Drowned trainee driver was married for just two months

Drowned trainee driver was married for just two months

SINGAPORE - He seldom swam and it was his first time diving.

On Monday, Dr Lee Yong Yeow's 75-yearold mother said she regretted not stopping him from going on the diving trip that claimed his life.

"He was filial. From young, he was always wellbehaved," she said in Mandarin, tears welling up.

Her son, 35, a researcher with the Agency for Science, Technology and Research (A*Star) died on Saturday in the waters off Pulau Tioman island in Malaysia.

Malaysian papers identified the location as Pantai Air Batang.

His instructor, Mr Tan Seah Heng, 48, also drowned.

Assistant Superintendent (ASP) Zainul Mujahidin Mat Yudin, the deputy police chief of Rompin, Pahang, said the incident took place around noon as Dr Lee and his wife were with their instructor practising their diving skills about 25m from the beach, the New Straits Times reported.

Dr Lee's wife suddenly realised the two men were having some difficulties before she surfaced and screamed for help.

Though some people managed to bring the victims to the beach and tried giving CPR (cardiopulmonary resuscitation), it was too late, ASP Zainul Mujahidin reportedly said, adding the case has been classified as sudden death.

The owner of dive centre Ray's Dive Adventure, from which the pair had each rented a tank on Friday, said Mr Tan was a freelance instructor who often brought students to Tioman.

Mr Reynolds Esteva said that when Dr Lee's wife first pulled her husband's body to shore, he immediately went over to administer CPR, evening daily Lianhe Wanbao reported.

"As we were doing so, someone else noticed there was another person, 25m from the shore. "So I asked my colleague to take over while I went out to bring that person back."

He said he checked their tanks after the incident and discovered Dr Lee had finished using all the tank's air, while Mr Tan was left with just 30 bars of air.

"Under normal circumstances, the dive should stop when just 50 bars of air is left," he said.

A veteran Singaporean diving instructor told The New Paper on Sunday that it was "unheard of" for an instructor and his trainee to perish in the same incident.

He said it was highly unlikely the men had used the same tanks to go diving over two days, as air tanks usually cannot last a full day.

About 50 to 80 people were at Dr Lee's wake on Monday afternoon. It was held at the void deck of a block of flats at Bedok Reservoir Road.

Dr Lee's wife declined to be interviewed.

His mother, who declined to be named, told TNP that the couple were married for just two months.

She said the two met while Dr Lee was studying for his PhD at the National University of Singapore.

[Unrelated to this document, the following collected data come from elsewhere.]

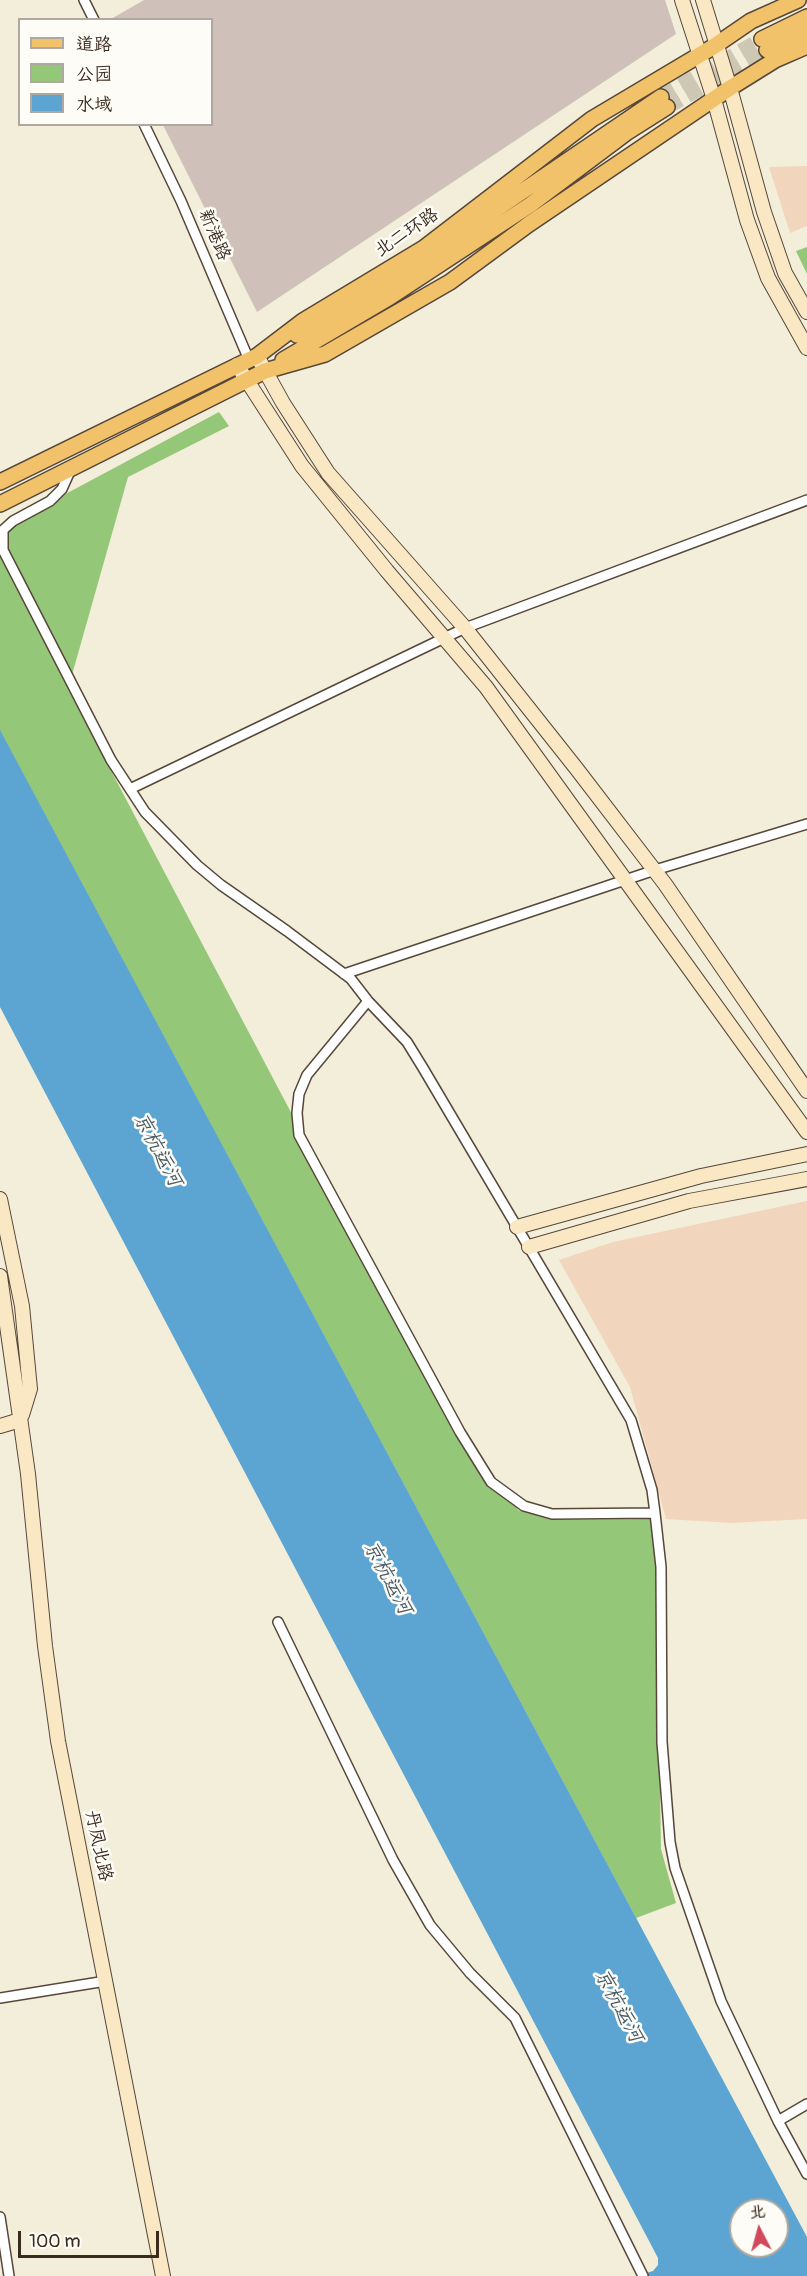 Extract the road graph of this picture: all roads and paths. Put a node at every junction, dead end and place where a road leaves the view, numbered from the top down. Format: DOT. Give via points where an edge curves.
graph roads {
  1 [pos="84,0"];
  2 [pos="682,0"];
  3 [pos="703,0"];
  4 [pos="798,0"];
  5 [pos="807,17"];
  6 [pos="93,18"];
  7 [pos="807,32"];
  8 [pos="716,45"];
  9 [pos="807,46"];
  10 [pos="699,56"];
  11 [pos="730,88"];
  12 [pos="714,99"];
  13 [pos="145,126"];
  14 [pos="807,312"];
  15 [pos="807,348"];
  16 [pos="248,360"];
  17 [pos="265,371"];
  18 [pos="247,380"];
  19 [pos="71,468"];
  20 [pos="0,482"];
  21 [pos="807,500"];
  22 [pos="0,504"];
  23 [pos="465,628"];
  24 [pos="445,639"];
  25 [pos="130,789"];
  26 [pos="807,824"];
  27 [pos="655,870"];
  28 [pos="625,880"];
  29 [pos="344,974"];
  30 [pos="368,1001"];
  31 [pos="807,1091"];
  32 [pos="807,1132"];
  33 [pos="807,1154"];
  34 [pos="807,1179"];
  35 [pos="0,1198"];
  36 [pos="517,1227"];
  37 [pos="529,1247"];
  38 [pos="0,1276"];
  39 [pos="20,1420"];
  40 [pos="0,1426"];
  41 [pos="655,1513"];
  42 [pos="278,1622"];
  43 [pos="106,1981"];
  44 [pos="0,1998"];
  45 [pos="807,2104"];
  46 [pos="778,2121"];
  47 [pos="807,2174"];
  48 [pos="0,2217"];
  49 [pos="3,2258"];
  50 [pos="9,2276"];
  51 [pos="163,2276"];
  52 [pos="642,2276"];
  1 -- 6 [label="street"];
  2 -- 10 [label="street"];
  3 -- 8 [label="street"];
  4 -- 8 [label="main road, 北二环路" via="751,21"];
  5 -- 7 [label="main road" via="764,44"];
  8 -- 10 [label="main road, 北二环路"];
  8 -- 11 [label="street"];
  9 -- 11 [label="main road" via="775,60"];
  10 -- 12 [label="street"];
  10 -- 16 [label="main road, 北二环路" via="592,119 424,248 303,321"];
  11 -- 12 [label="main road"];
  11 -- 14 [label="street" via="764,212 785,273"];
  12 -- 15 [label="street" via="747,220 768,278"];
  12 -- 17 [label="main road" via="450,282 325,354"];
  13 -- 16 [label="street, 新港路"];
  16 -- 17 [label="street"];
  16 -- 17 [label="main road" via="354,306 664,102 530,205 390,297"];
  16 -- 18 [label="street"];
  16 -- 20 [label="main road, 北二环路"];
  17 -- 18 [label="main road"];
  17 -- 23 [label="street" via="328,473"];
  18 -- 19 [label="main road"];
  18 -- 24 [label="street" via="302,466"];
  19 -- 22 [label="main road"];
  19 -- 25 [label="street" via="62,489 50,501 13,520 3,530 3,550 111,760"];
  21 -- 23 [label="street"];
  23 -- 24 [label="street"];
  23 -- 27 [label="street"];
  24 -- 25 [label="street"];
  24 -- 28 [label="street" via="486,687"];
  25 -- 29 [label="street" via="145,812 220,885"];
  26 -- 27 [label="street"];
  27 -- 28 [label="street"];
  27 -- 31 [label="street"];
  28 -- 29 [label="street"];
  28 -- 32 [label="street"];
  29 -- 30 [label="street"];
  30 -- 36 [label="street" via="406,1042"];
  30 -- 41 [label="street" via="307,1075 299,1094 299,1135 455,1423 491,1482 524,1506 552,1514"];
  33 -- 36 [label="street" via="701,1176"];
  34 -- 37 [label="street" via="689,1201"];
  35 -- 39 [label="street" via="22,1306 30,1389"];
  36 -- 37 [label="street"];
  37 -- 41 [label="street" via="632,1420"];
  38 -- 39 [label="street, 丹凤北路"];
  39 -- 40 [label="street"];
  39 -- 43 [label="street, 丹凤北路" via="58,1741"];
  41 -- 46 [label="street" via="661,1567 662,1742 675,1868 721,2001"];
  42 -- 52 [label="street" via="393,1860 430,1925 515,2018"];
  43 -- 44 [label="street"];
  43 -- 51 [label="street, 丹凤北路"];
  45 -- 46 [label="street"];
  46 -- 47 [label="street"];
  48 -- 49 [label="street"];
  49 -- 50 [label="street"];
}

His wife was working there.

Matrimonial home

Dr Lee's father, 76, told Shin Min Daily News that the couple had bought a flat after their wedding and planned to move in next year.

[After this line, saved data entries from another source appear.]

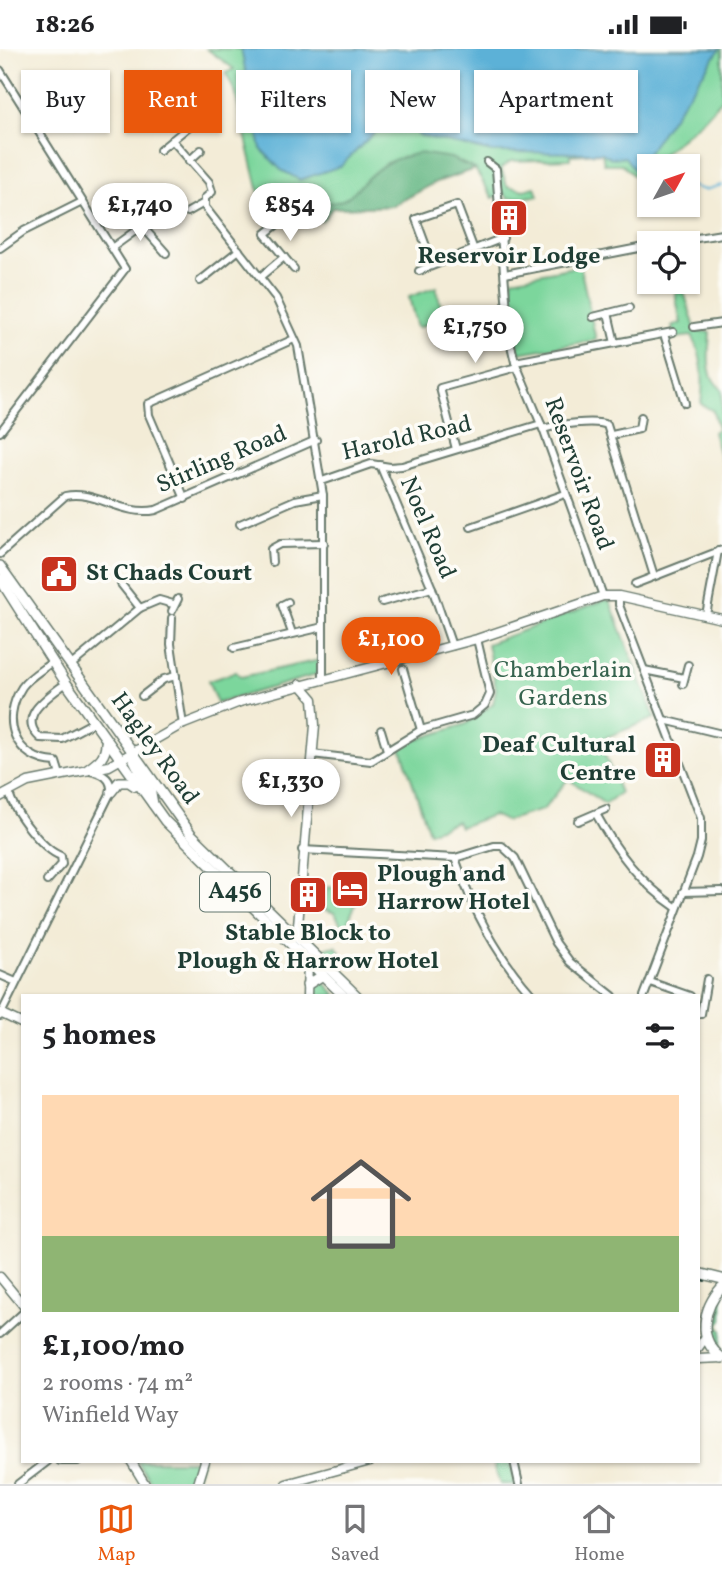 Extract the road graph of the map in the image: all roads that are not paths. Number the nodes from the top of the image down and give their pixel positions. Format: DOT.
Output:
graph roads {
  1 [pos="0,70"];
  2 [pos="181,133"];
  3 [pos="172,140"];
  4 [pos="160,150"];
  5 [pos="201,151"];
  6 [pos="189,161"];
  7 [pos="486,162"];
  8 [pos="82,202"];
  9 [pos="205,203"];
  10 [pos="188,212"];
  11 [pos="285,218"];
  12 [pos="722,234"];
  13 [pos="503,238"];
  14 [pos="700,238"];
  15 [pos="113,247"];
  16 [pos="0,248"];
  17 [pos="637,248"];
  18 [pos="239,250"];
  19 [pos="474,250"];
  20 [pos="166,253"];
  21 [pos="284,257"];
  22 [pos="433,265"];
  23 [pos="294,269"];
  24 [pos="419,271"];
  25 [pos="505,274"];
  26 [pos="260,277"];
  27 [pos="214,285"];
  28 [pos="629,308"];
  29 [pos="608,313"];
  30 [pos="593,317"];
  31 [pos="722,323"];
  32 [pos="508,324"];
  33 [pos="694,327"];
  34 [pos="673,332"];
  35 [pos="664,334"];
  36 [pos="294,339"];
  37 [pos="615,343"];
  38 [pos="441,344"];
  39 [pos="516,364"];
  40 [pos="677,406"];
  41 [pos="641,417"];
  42 [pos="542,427"];
  43 [pos="0,432"];
  44 [pos="612,435"];
  45 [pos="316,440"];
  46 [pos="456,449"];
  47 [pos="380,465"];
  48 [pos="322,481"];
  49 [pos="565,494"];
  50 [pos="323,495"];
  51 [pos="185,499"];
  52 [pos="240,524"];
  53 [pos="471,527"];
  54 [pos="324,543"];
  55 [pos="720,551"];
  56 [pos="0,554"];
  57 [pos="272,562"];
  58 [pos="0,566"];
  59 [pos="654,576"];
  60 [pos="0,579"];
  61 [pos="121,583"];
  62 [pos="635,584"];
  63 [pos="392,587"];
  64 [pos="432,589"];
  65 [pos="603,596"];
  66 [pos="619,596"];
  67 [pos="395,598"];
  68 [pos="288,602"];
  69 [pos="382,602"];
  70 [pos="140,608"];
  71 [pos="706,615"];
  72 [pos="722,619"];
  73 [pos="323,627"];
  74 [pos="292,633"];
  75 [pos="477,639"];
  76 [pos="452,646"];
  77 [pos="234,648"];
  78 [pos="52,662"];
  79 [pos="688,665"];
  80 [pos="71,667"];
  81 [pos="403,669"];
  82 [pos="644,670"];
  83 [pos="176,675"];
  84 [pos="323,679"];
  85 [pos="66,683"];
  86 [pos="300,684"];
  87 [pos="142,696"];
  88 [pos="313,699"];
  89 [pos="664,720"];
  90 [pos="94,722"];
  91 [pos="183,725"];
  92 [pos="381,730"];
  93 [pos="421,730"];
  94 [pos="722,734"];
  95 [pos="106,741"];
  96 [pos="387,750"];
  97 [pos="132,752"];
  98 [pos="312,754"];
  99 [pos="120,761"];
  100 [pos="88,770"];
  101 [pos="60,775"];
  102 [pos="9,792"];
  103 [pos="111,792"];
  104 [pos="142,792"];
  105 [pos="0,797"];
  106 [pos="153,807"];
  107 [pos="606,809"];
  108 [pos="596,814"];
  109 [pos="578,821"];
  110 [pos="191,834"];
  111 [pos="184,842"];
  112 [pos="302,850"];
  113 [pos="61,856"];
  114 [pos="455,858"];
  115 [pos="74,866"];
  116 [pos="47,881"];
  117 [pos="722,891"];
  118 [pos="683,893"];
  119 [pos="677,908"];
  120 [pos="295,941"];
  121 [pos="308,960"];
  122 [pos="0,975"];
  123 [pos="323,975"];
  124 [pos="707,979"];
  125 [pos="16,982"];
  126 [pos="650,982"];
  127 [pos="307,985"];
  128 [pos="307,994"];
  129 [pos="342,994"];
  130 [pos="355,994"];
  131 [pos="531,994"];
  132 [pos="610,994"];
  133 [pos="645,994"];
  134 [pos="684,994"];
  135 [pos="701,999"];
  136 [pos="0,1014"];
  137 [pos="701,1014"];
  138 [pos="21,1023"];
  139 [pos="700,1274"];
  140 [pos="0,1277"];
  141 [pos="722,1279"];
  142 [pos="722,1287"];
  143 [pos="21,1303"];
  144 [pos="700,1310"];
  145 [pos="21,1315"];
  146 [pos="704,1320"];
  147 [pos="0,1334"];
  148 [pos="705,1338"];
  149 [pos="700,1345"];
  150 [pos="722,1358"];
  151 [pos="700,1359"];
  152 [pos="45,1463"];
  153 [pos="132,1463"];
  154 [pos="204,1463"];
  155 [pos="363,1463"];
  156 [pos="514,1463"];
  157 [pos="18,1484"];
  158 [pos="145,1484"];
  159 [pos="198,1484"];
  160 [pos="286,1484"];
  161 [pos="519,1484"];
  1 -- 8 [label="street"];
  2 -- 3 [label="street"];
  3 -- 4 [label="street"];
  3 -- 6 [label="street"];
  5 -- 6 [label="street"];
  6 -- 9 [label="street"];
  7 -- 13 [label="street, Reservoir Road"];
  8 -- 15 [label="street"];
  8 -- 16 [label="street"];
  9 -- 10 [label="street"];
  9 -- 18 [label="street"];
  11 -- 21 [label="street"];
  12 -- 14 [label="street"];
  13 -- 19 [label="street"];
  13 -- 25 [label="street, Reservoir Road"];
  15 -- 20 [label="street"];
  15 -- 43 [label="street"];
  17 -- 25 [label="street"];
  18 -- 26 [label="street"];
  18 -- 27 [label="street"];
  19 -- 22 [label="street"];
  19 -- 22 [label="street"];
  21 -- 23 [label="street"];
  21 -- 26 [label="street"];
  22 -- 24 [label="street"];
  25 -- 32 [label="street, Reservoir Road"];
  26 -- 36 [label="street"];
  28 -- 29 [label="street"];
  29 -- 30 [label="street"];
  29 -- 37 [label="street"];
  31 -- 33 [label="street"];
  32 -- 38 [label="street"];
  32 -- 39 [label="street, Reservoir Road"];
  34 -- 35 [label="street"];
  35 -- 37 [label="street"];
  35 -- 40 [label="street"];
  36 -- 45 [label="street"];
  36 -- 51 [label="street"];
  37 -- 39 [label="street"];
  39 -- 42 [label="street, Reservoir Road"];
  39 -- 46 [label="street"];
  41 -- 44 [label="street"];
  42 -- 44 [label="street, Harold Road"];
  42 -- 46 [label="street, Harold Road"];
  42 -- 49 [label="street, Reservoir Road"];
  44 -- 59 [label="street"];
  45 -- 48 [label="street"];
  45 -- 51 [label="street, Stirling Road"];
  46 -- 47 [label="street, Harold Road"];
  47 -- 48 [label="street, Harold Road"];
  47 -- 64 [label="street, Noel Road"];
  48 -- 50 [label="street"];
  49 -- 53 [label="street"];
  49 -- 65 [label="street, Reservoir Road"];
  50 -- 52 [label="street"];
  50 -- 54 [label="street"];
  51 -- 56 [label="street, Stirling Road"];
  54 -- 57 [label="street"];
  54 -- 73 [label="street"];
  55 -- 59 [label="street"];
  55 -- 71 [label="street"];
  58 -- 80 [label="highway, Hagley Road / A456"];
  59 -- 62 [label="street"];
  60 -- 78 [label="highway, Hagley Road / A456"];
  61 -- 70 [label="street"];
  63 -- 67 [label="street"];
  64 -- 67 [label="street"];
  64 -- 76 [label="street, Noel Road"];
  65 -- 66 [label="main road"];
  65 -- 75 [label="main road"];
  66 -- 71 [label="main road"];
  66 -- 82 [label="street"];
  67 -- 69 [label="street"];
  68 -- 74 [label="street"];
  70 -- 80 [label="street"];
  70 -- 83 [label="street"];
  71 -- 72 [label="main road"];
  73 -- 74 [label="street"];
  73 -- 84 [label="street"];
  74 -- 77 [label="street"];
  75 -- 76 [label="main road"];
  75 -- 93 [label="street"];
  76 -- 84 [label="main road"];
  78 -- 85 [label="highway, Hagley Road / A456"];
  78 -- 101 [label="street"];
  79 -- 82 [label="street"];
  80 -- 85 [label="highway"];
  80 -- 97 [label="highway, Hagley Road / A456"];
  81 -- 93 [label="street"];
  82 -- 89 [label="street"];
  83 -- 87 [label="street"];
  83 -- 91 [label="street"];
  84 -- 86 [label="main road"];
  84 -- 88 [label="main road"];
  85 -- 90 [label="highway, Hagley Road / A456"];
  85 -- 90 [label="street"];
  86 -- 88 [label="main road"];
  86 -- 91 [label="main road"];
  88 -- 98 [label="main road"];
  89 -- 94 [label="street"];
  89 -- 118 [label="street"];
  90 -- 95 [label="highway, Hagley Road / A456"];
  91 -- 97 [label="main road"];
  92 -- 96 [label="street"];
  93 -- 96 [label="street"];
  95 -- 99 [label="highway, Hagley Road / A456"];
  95 -- 100 [label="highway"];
  96 -- 98 [label="street"];
  97 -- 99 [label="main road"];
  97 -- 106 [label="highway"];
  97 -- 110 [label="highway, Hagley Road / A456"];
  98 -- 112 [label="main road"];
  99 -- 100 [label="main road"];
  99 -- 104 [label="highway, Hagley Road / A456"];
  100 -- 101 [label="main road"];
  100 -- 103 [label="street"];
  101 -- 102 [label="main road"];
  102 -- 105 [label="main road"];
  102 -- 113 [label="street"];
  103 -- 104 [label="highway"];
  103 -- 115 [label="street"];
  104 -- 106 [label="highway, Hagley Road / A456"];
  106 -- 111 [label="highway, Hagley Road / A456"];
  107 -- 108 [label="street"];
  108 -- 109 [label="street"];
  108 -- 119 [label="street"];
  110 -- 111 [label="highway"];
  110 -- 120 [label="highway, Hagley Road / A456"];
  111 -- 120 [label="highway, Hagley Road / A456"];
  112 -- 114 [label="street"];
  112 -- 120 [label="main road"];
  113 -- 115 [label="street"];
  113 -- 116 [label="street"];
  114 -- 131 [label="street"];
  114 -- 132 [label="street"];
  115 -- 125 [label="street"];
  117 -- 118 [label="street"];
  118 -- 119 [label="street"];
  119 -- 126 [label="street"];
  120 -- 121 [label="highway, Hagley Road / A456"];
  120 -- 130 [label="highway, Hagley Road / A456"];
  121 -- 123 [label="highway, Hagley Road / A456"];
  121 -- 127 [label="main road"];
  122 -- 125 [label="street"];
  123 -- 127 [label="highway"];
  123 -- 129 [label="highway, Hagley Road / A456"];
  124 -- 135 [label="street"];
  125 -- 136 [label="street"];
  126 -- 133 [label="street"];
  126 -- 134 [label="street"];
  127 -- 128 [label="main road"];
  135 -- 137 [label="street"];
  136 -- 138 [label="main road"];
  139 -- 141 [label="highway"];
  140 -- 143 [label="main road"];
  142 -- 146 [label="highway"];
  144 -- 146 [label="highway"];
  145 -- 147 [label="street"];
  146 -- 148 [label="highway"];
  148 -- 149 [label="main road"];
  148 -- 150 [label="highway"];
  150 -- 151 [label="main road"];
  152 -- 157 [label="street"];
  153 -- 158 [label="main road"];
  154 -- 159 [label="main road"];
  155 -- 160 [label="main road"];
  156 -- 161 [label="street"];
}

The second of three sons, Dr Lee was a late bloomer who completed his primary school education in seven years instead of six, The Straits Times said in a 2011 report.

His father told Shin Min Daily News that Dr Lee was expelled from a school for various reasons, and was transferred to another school. At this second school, he was elected class chairman and gained confidence, doing well in his studies.

The report was a supplement featuring research and development careers. Dr Lee had started a company with his colleagues from the Institute of Bioengineering and Nanotechnology (IBN) to sell their invention of a miniaturised drug screening platform.

IBN executive director, Professor Jackie Y. Ying, said in a statement on Monday that Dr Lee was an "outstanding researcher...also an extraordinary person who is well-loved by his colleagues."

When TNP visited Mr Tan's wake on Monday, three women who declined to be named, said they could not comment under the circumstances.